I've been wary of energy drinks because of the power they claim to have. As a lazy person, I'm easily distracted and prone to abandoning my work in favor of my XBox or a re-run of MacGyver. This very column was written the day before my deadline. Sure, I'd like to have the work ethic to get everything done ahead of time, but with Gears of War 2 now in wide release, I doubt that will ever happen. Thus, the prospect of a magical elixir that gives the drinker energy and motivation is appealing, but my fear was that after one energy drink, I'd get so hooked on the miracles they worked for my study habits that I wouldn't be able to study without them. To be perfectly honest, my diet isn't terribly healthy as is, and the last thing I need is 12-ounces or more of raw caffeine and sugar every day.

It was a few days ago that I finally broke down and had my first energy drink experience. I was studying with a friend in the library and found myself unable to stay awake - probably the result of the

MacGyver episode I'd watched the night before in lieu of sleeping an extra hour. The test for which we were studying was important and I didn't want to miss out on any of the review, so I ran downstairs and bought a 12-ounce Red Bull from the café.

I stayed awake for the rest of the study session and did pretty well on the test the next day. For that, I'd say that can of Red Bull was pretty useful; it gave me the energy to keep my eyes open, and I did my part by continuing to study for another hour and not throwing up.

However, drinking the Red Bull did not turn me into a genius, nor did it make all my homework worries go away. As it turns out, energy drinks are not a miracle cure for school-related stress, nor are they particularly healthy.

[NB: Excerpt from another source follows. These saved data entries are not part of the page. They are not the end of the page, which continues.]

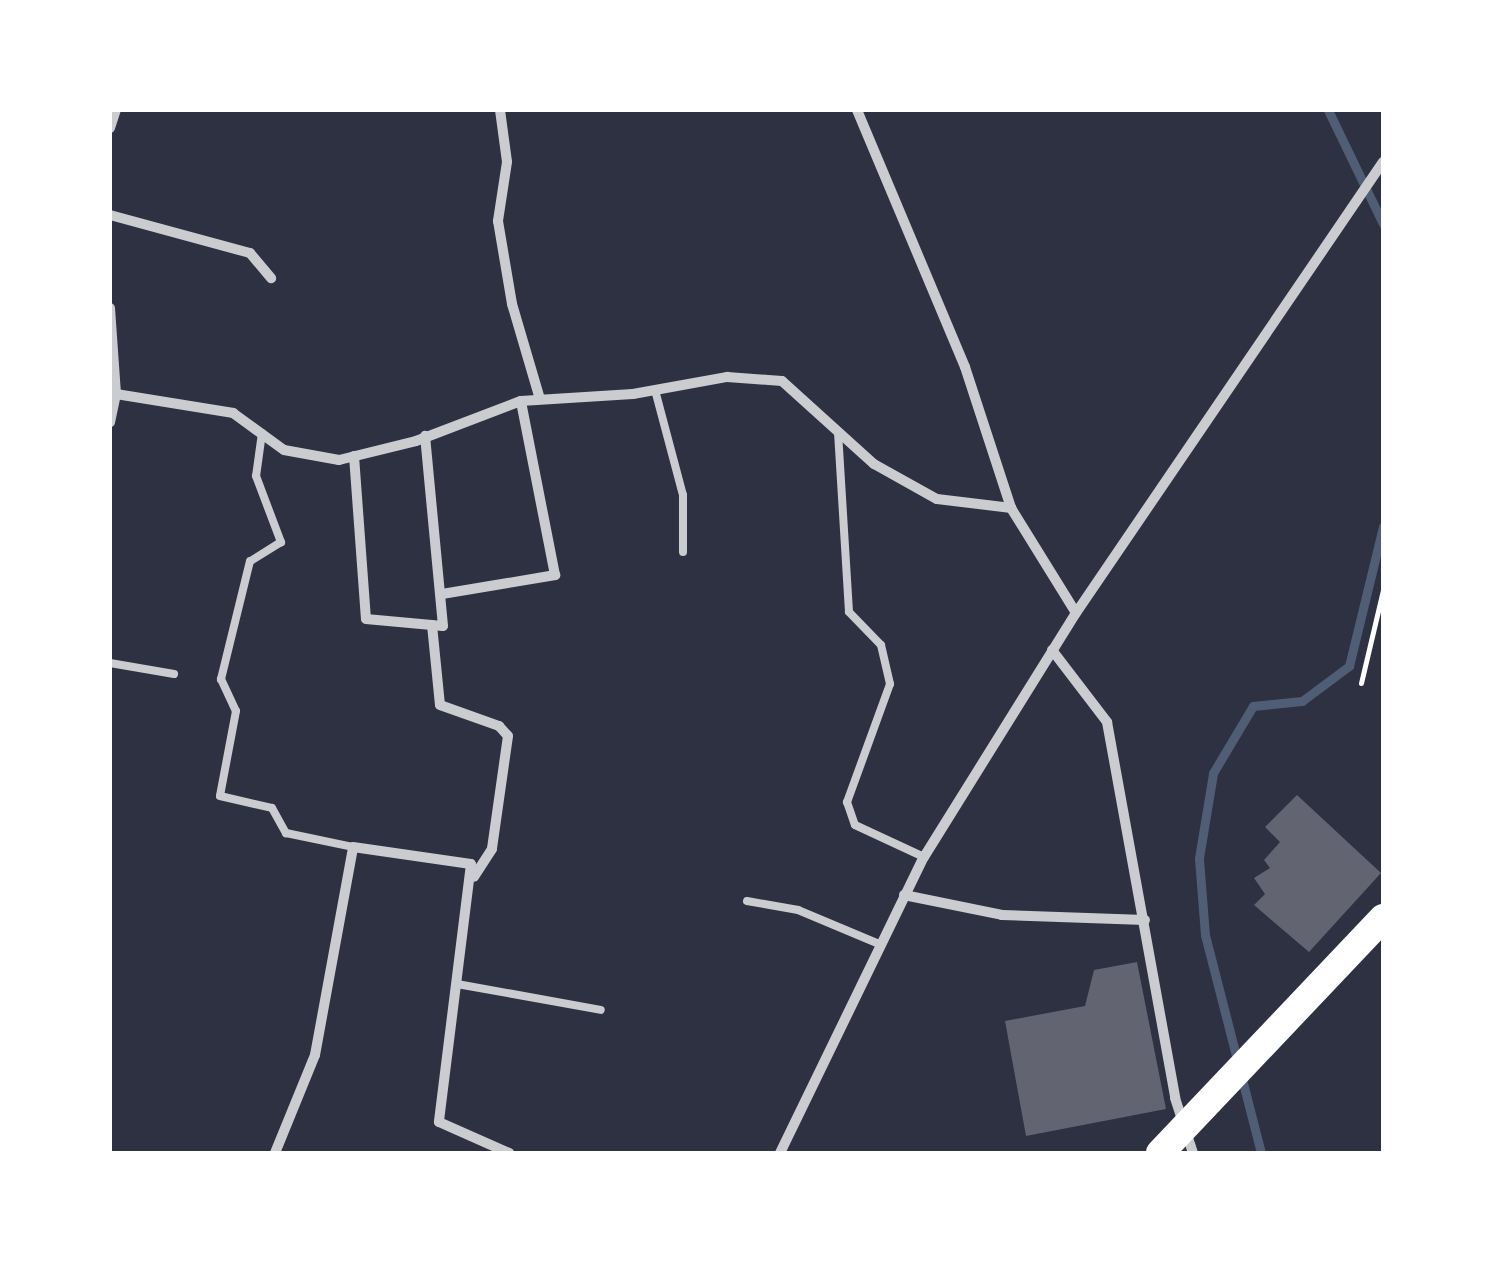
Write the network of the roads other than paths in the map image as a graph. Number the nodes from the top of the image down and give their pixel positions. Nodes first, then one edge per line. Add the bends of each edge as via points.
1 (116, 110) edge
2 (500, 110) edge
3 (858, 110) edge
4 (110, 128) edge
5 (1380, 166) edge
6 (110, 214) edge
7 (271, 278) dead end
8 (110, 308) edge
9 (656, 390) junction
10 (116, 394) junction
11 (540, 399) junction
12 (521, 400) junction
13 (110, 422) edge
14 (838, 428) junction
15 (262, 434) junction
16 (425, 436) junction
17 (354, 456) junction
18 (1012, 508) junction
19 (682, 552) dead end
20 (442, 594) junction
21 (1076, 613) junction
22 (432, 625) junction
23 (1052, 650) junction
24 (110, 663) edge
25 (174, 674) dead end
26 (353, 847) junction
27 (924, 857) junction
28 (474, 877) junction
29 (904, 895) junction
30 (746, 902) dead end
31 (1383, 918) edge
32 (1145, 920) junction
33 (878, 943) junction
34 (457, 984) junction
35 (600, 1010) dead end
36 (1189, 1139) edge
37 (275, 1153) edge
38 (509, 1153) edge
39 (780, 1153) edge
40 (1160, 1153) edge

1 - 4 street
2 - 11 street via 507,162 498,221 512,304
3 - 18 street via 964,367
5 - 21 street
6 - 7 street via 250,253
8 - 10 street
9 - 11 street
9 - 14 street via 727,377 782,381
9 - 19 lane via 683,495
10 - 13 street
10 - 15 street via 233,413
11 - 12 street
12 - 16 street
12 - 20 street via 555,575
14 - 18 street via 874,464 937,500
14 - 27 lane via 849,612 882,645 890,684 847,802 855,825
15 - 17 street via 284,450
15 - 26 lane via 256,476 281,542 250,562 242,595 222,679 236,711 220,796 272,808 286,834
16 - 17 street
16 - 20 street
17 - 22 street via 366,619
18 - 21 street
20 - 22 street via 442,626
21 - 23 street
22 - 28 street via 440,706 499,726 508,736 492,849
23 - 27 street
23 - 32 street via 1108,722
24 - 25 lane
26 - 28 street via 470,864
26 - 37 street via 315,1055
27 - 29 street
28 - 34 street
29 - 32 street via 1002,915
29 - 33 street
30 - 33 lane via 798,910
31 - 36 highway via 1225,1085
32 - 36 street via 1174,1098
33 - 39 street
34 - 35 lane
34 - 38 street via 439,1122
36 - 40 highway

Red Bull is banned in Denmark and Norway because of health concerns, and in 2000 an 18-year-old Irish basketball player died on the court after drinking four Red Bulls before the game. French scientists discovered that when lab rats were fed concentrated doses of taurine, an amino acid present in every can of Red Bull, the rats displayed a higher incidence of irritability, anxiety and self-mutilation. These facts aside, I can't argue with the fact that if not for Red Bull I would have slept through a very valuable study session.

In my opinion, the key difference between death and not falling asleep is moderation. The boost in alertness that an energy drink gives can be useful when you need to go the extra mile at the end of an all-nighter, but drinking one or four of them will not give you wings (it could, however, give you high blood pressure).

I don't plan on having another Red Bull anytime soon, but if I find myself falling asleep at an inopportune time during finals week, I'll probably buy one to help get me through the day. I won't pound down two or three more, though, much for the same reason that I don't drink a gallon of water whenever I'm thirsty, or eat 15 Chalupas every time I go to Taco Bell.

Consuming a high enough level of anything will almost always have negative results, but energy drinks - much like drugs and alcohol - just might give you those results faster. Think about this before your next pre-exam Red Bull binge, and remember, always energize responsibly.